Un deuxième trimestre difficile en vue

Le confinement jusqu'au 11 mai au moins, et la reprise partielle des activités après cette  date couplée à la crise économique mondiale, devraient impacter fortement les levées de fonds au deuxième trimestre. "L'activité ne s'arrête pas, il y a encore des demandes car la French Tech a un socle solide, mais le ralentissement est très clair", confirme Arthur Porré, cofondateur et managing partner du cabinet de conseil Avolta Partners.

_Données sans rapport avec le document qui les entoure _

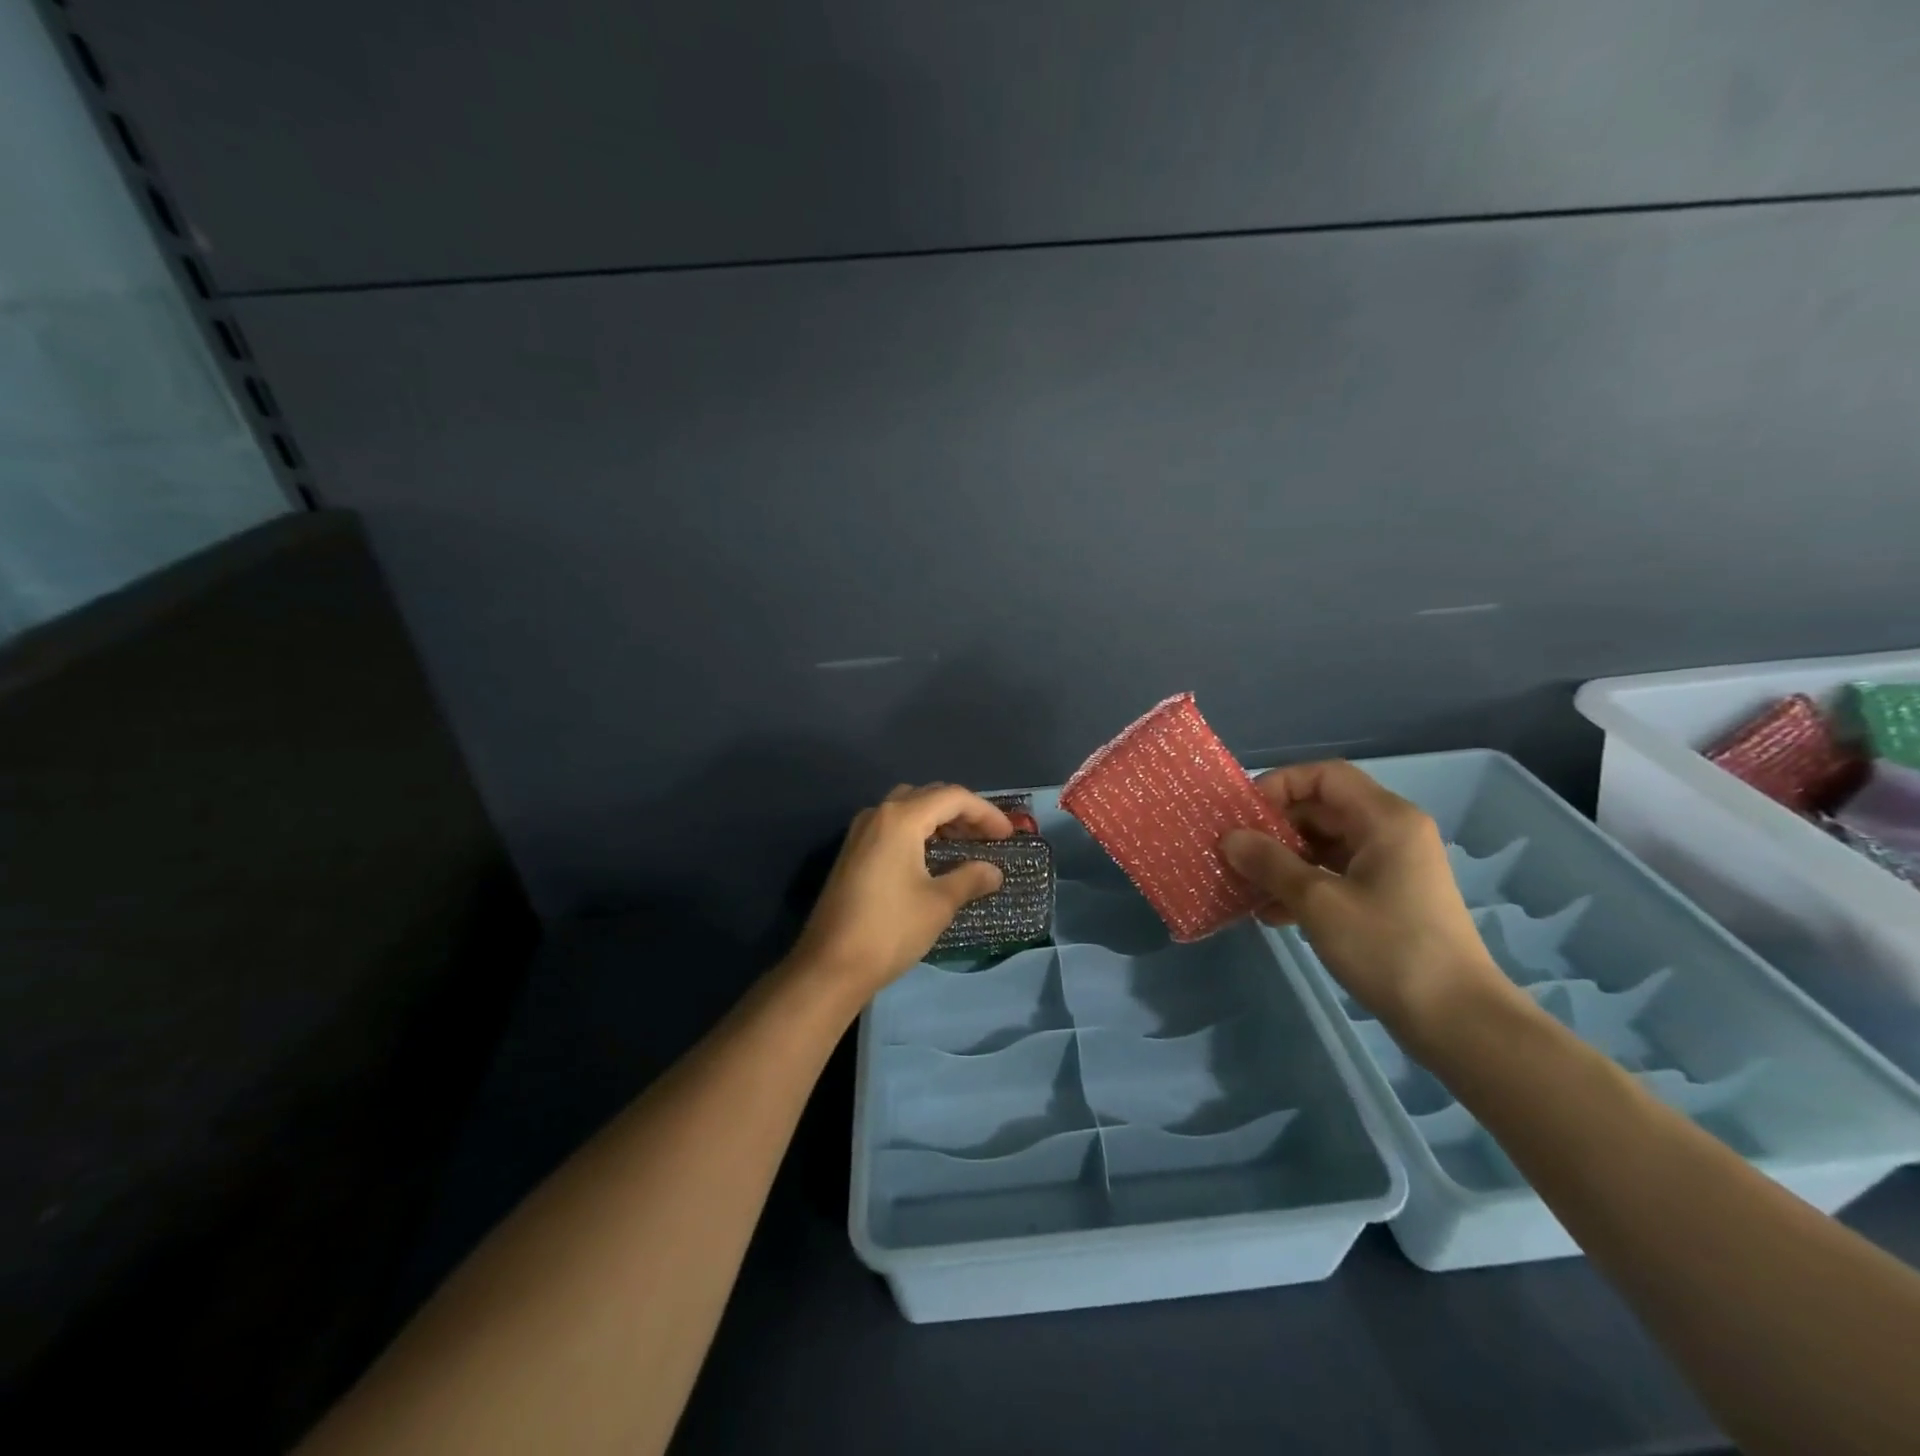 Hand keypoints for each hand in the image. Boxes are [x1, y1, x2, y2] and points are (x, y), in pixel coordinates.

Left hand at [786, 783, 1012, 1003]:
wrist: (829, 965)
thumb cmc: (889, 930)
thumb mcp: (938, 904)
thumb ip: (970, 879)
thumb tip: (994, 871)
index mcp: (901, 819)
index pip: (952, 797)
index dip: (985, 812)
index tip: (1008, 836)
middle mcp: (878, 814)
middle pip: (929, 796)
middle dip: (962, 812)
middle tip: (988, 837)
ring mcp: (861, 832)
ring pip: (908, 808)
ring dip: (939, 820)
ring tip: (965, 845)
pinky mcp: (852, 852)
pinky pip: (892, 826)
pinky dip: (918, 831)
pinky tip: (932, 858)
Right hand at [1220, 761, 1523, 1045]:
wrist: (1456, 1021)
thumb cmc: (1388, 948)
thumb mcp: (1318, 902)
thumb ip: (1270, 863)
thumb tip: (1229, 838)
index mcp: (1384, 819)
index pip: (1324, 776)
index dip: (1279, 785)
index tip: (1244, 816)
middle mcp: (1390, 833)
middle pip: (1321, 809)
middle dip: (1274, 828)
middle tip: (1234, 851)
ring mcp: (1390, 867)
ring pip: (1324, 845)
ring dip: (1282, 861)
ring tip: (1244, 884)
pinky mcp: (1386, 899)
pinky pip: (1335, 875)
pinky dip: (1302, 886)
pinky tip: (1270, 914) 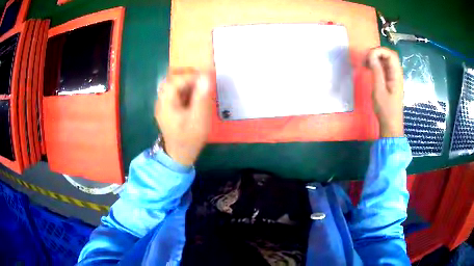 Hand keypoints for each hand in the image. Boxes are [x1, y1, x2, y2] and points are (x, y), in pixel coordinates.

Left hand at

L'an dernier, la French Tech avait levé 514 millions d'euros au mois d'avril, 516 millions en mai et 812 millions en juin, soit 1,84 milliard d'euros au deuxième trimestre. Cette année, il serait déjà surprenant d'atteindre la moitié de cette somme. Effectivement, au 21 avril, les startups hexagonales ont levé, d'après nos calculs, environ 215 millions d'euros pour une vingtaine d'opérations (contre 514 millions en avril 2019).

Les startups en refinancement, dont le business model est déjà établi et qui ont déjà des fonds d'investissement à leur capital, représentent presque la moitié de ces startups et une grande partie des fonds levés (193 millions d'euros). Il s'agit de Vestiaire Collective (59M), Alan (50M), Dynacure (50M), Slite (10M), Certideal (8M), MyLight Systems (6,5M), Creads (5,5M) ou encore Libeo (4M). Cette liste révèle en ricochet l'effondrement spectaculaire des levées d'amorçage et des Série A.

"Les fonds regardent les opportunités de nouveaux investissements, mais peu feront un chèque sur un deal qui arrive en ce moment sur leur table. Si les startups n'ont pas un besoin urgent de cash, il vaut mieux attendre juin pour lancer les démarches", ajoute Arthur Porré.

Les startups déjà bien établies réussissent, elles, à lever de l'argent pour faire face à la crise. Certaines privilégient leurs actionnaires historiques plutôt que de nouveaux entrants pour ne pas trop abîmer leur valorisation, qui chute en moyenne de 20% d'après les estimations des connaisseurs du secteur.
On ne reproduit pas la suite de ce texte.